▸ Work instruction
From the listing below, pull out the lines that hold "points".

▸ Information

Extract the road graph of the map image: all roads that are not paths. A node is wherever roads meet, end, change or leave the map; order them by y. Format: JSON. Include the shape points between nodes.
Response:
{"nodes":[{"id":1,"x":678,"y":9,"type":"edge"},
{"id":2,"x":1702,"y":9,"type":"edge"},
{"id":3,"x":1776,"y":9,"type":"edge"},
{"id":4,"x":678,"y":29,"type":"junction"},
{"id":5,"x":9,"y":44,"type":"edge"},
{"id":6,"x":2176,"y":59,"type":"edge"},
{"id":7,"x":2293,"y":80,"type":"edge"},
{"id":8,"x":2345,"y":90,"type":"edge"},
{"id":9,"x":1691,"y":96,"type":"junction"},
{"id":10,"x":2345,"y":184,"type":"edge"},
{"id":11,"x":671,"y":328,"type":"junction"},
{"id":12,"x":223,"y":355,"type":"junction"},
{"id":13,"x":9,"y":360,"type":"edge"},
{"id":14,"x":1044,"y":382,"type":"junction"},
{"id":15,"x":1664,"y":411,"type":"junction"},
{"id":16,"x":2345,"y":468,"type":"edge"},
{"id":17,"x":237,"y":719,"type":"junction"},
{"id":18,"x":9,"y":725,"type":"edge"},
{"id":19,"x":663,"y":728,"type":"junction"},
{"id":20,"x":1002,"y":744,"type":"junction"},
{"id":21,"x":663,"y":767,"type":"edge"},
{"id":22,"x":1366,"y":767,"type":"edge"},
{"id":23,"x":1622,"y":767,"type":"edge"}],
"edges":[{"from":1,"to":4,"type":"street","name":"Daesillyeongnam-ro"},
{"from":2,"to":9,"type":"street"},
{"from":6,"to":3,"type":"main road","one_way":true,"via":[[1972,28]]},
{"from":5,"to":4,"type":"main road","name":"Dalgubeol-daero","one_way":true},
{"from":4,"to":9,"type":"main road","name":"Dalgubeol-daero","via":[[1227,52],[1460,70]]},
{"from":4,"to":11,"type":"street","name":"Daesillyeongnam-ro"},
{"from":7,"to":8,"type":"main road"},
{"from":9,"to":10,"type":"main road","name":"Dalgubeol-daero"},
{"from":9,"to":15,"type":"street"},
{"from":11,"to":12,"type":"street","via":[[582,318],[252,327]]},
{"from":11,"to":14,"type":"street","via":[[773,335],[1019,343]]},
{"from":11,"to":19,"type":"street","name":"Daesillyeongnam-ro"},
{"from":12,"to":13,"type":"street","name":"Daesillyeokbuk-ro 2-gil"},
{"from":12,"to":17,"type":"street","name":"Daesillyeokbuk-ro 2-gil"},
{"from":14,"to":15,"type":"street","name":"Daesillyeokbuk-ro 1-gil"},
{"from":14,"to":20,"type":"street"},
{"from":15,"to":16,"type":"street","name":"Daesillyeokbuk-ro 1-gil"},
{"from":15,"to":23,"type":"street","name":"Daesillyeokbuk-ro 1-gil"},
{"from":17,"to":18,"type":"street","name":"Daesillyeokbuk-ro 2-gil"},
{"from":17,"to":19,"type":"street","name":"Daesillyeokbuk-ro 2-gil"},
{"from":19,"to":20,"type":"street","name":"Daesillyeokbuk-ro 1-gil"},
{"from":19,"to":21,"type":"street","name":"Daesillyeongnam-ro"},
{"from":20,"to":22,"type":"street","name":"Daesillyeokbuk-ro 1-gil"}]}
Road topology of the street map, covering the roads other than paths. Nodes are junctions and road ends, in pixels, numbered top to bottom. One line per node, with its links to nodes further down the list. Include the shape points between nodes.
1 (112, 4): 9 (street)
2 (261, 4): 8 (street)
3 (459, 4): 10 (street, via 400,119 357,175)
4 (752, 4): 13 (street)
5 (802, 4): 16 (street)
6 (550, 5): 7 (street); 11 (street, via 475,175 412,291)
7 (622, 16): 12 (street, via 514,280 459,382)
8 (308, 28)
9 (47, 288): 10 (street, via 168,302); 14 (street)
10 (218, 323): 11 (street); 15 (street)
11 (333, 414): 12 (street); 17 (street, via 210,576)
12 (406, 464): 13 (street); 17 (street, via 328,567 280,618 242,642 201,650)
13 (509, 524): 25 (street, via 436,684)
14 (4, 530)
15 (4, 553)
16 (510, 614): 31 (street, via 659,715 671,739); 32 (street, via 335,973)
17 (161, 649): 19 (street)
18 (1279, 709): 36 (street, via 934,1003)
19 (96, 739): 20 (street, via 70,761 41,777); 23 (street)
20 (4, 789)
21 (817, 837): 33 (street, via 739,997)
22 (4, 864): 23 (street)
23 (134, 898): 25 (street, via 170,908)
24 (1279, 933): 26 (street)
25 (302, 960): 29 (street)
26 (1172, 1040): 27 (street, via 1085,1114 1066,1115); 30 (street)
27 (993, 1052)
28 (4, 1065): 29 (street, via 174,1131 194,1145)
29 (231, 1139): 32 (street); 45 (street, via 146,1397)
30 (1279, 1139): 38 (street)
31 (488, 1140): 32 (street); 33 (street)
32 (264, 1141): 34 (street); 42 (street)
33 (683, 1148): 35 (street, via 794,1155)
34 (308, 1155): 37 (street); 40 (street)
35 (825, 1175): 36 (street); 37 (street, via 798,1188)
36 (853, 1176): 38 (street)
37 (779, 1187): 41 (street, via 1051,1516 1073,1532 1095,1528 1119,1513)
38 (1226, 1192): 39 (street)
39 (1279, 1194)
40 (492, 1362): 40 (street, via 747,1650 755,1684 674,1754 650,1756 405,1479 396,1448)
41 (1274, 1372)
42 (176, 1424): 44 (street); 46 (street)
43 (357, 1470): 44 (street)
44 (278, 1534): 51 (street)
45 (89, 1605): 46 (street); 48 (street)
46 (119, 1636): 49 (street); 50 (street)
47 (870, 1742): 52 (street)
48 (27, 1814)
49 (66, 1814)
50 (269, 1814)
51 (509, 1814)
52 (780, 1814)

▸ Reply
Extract the road graph of the map image: all roads that are not paths. A node is wherever roads meet, end, change or leave the map; order them by y. Format: JSON. Include the shape points between nodes.
Road topology of the street map, covering the roads other than paths. Nodes are junctions and road ends, in pixels, numbered top to bottom. One line per node, with its links to nodes further down the list. Include the shape points between nodes.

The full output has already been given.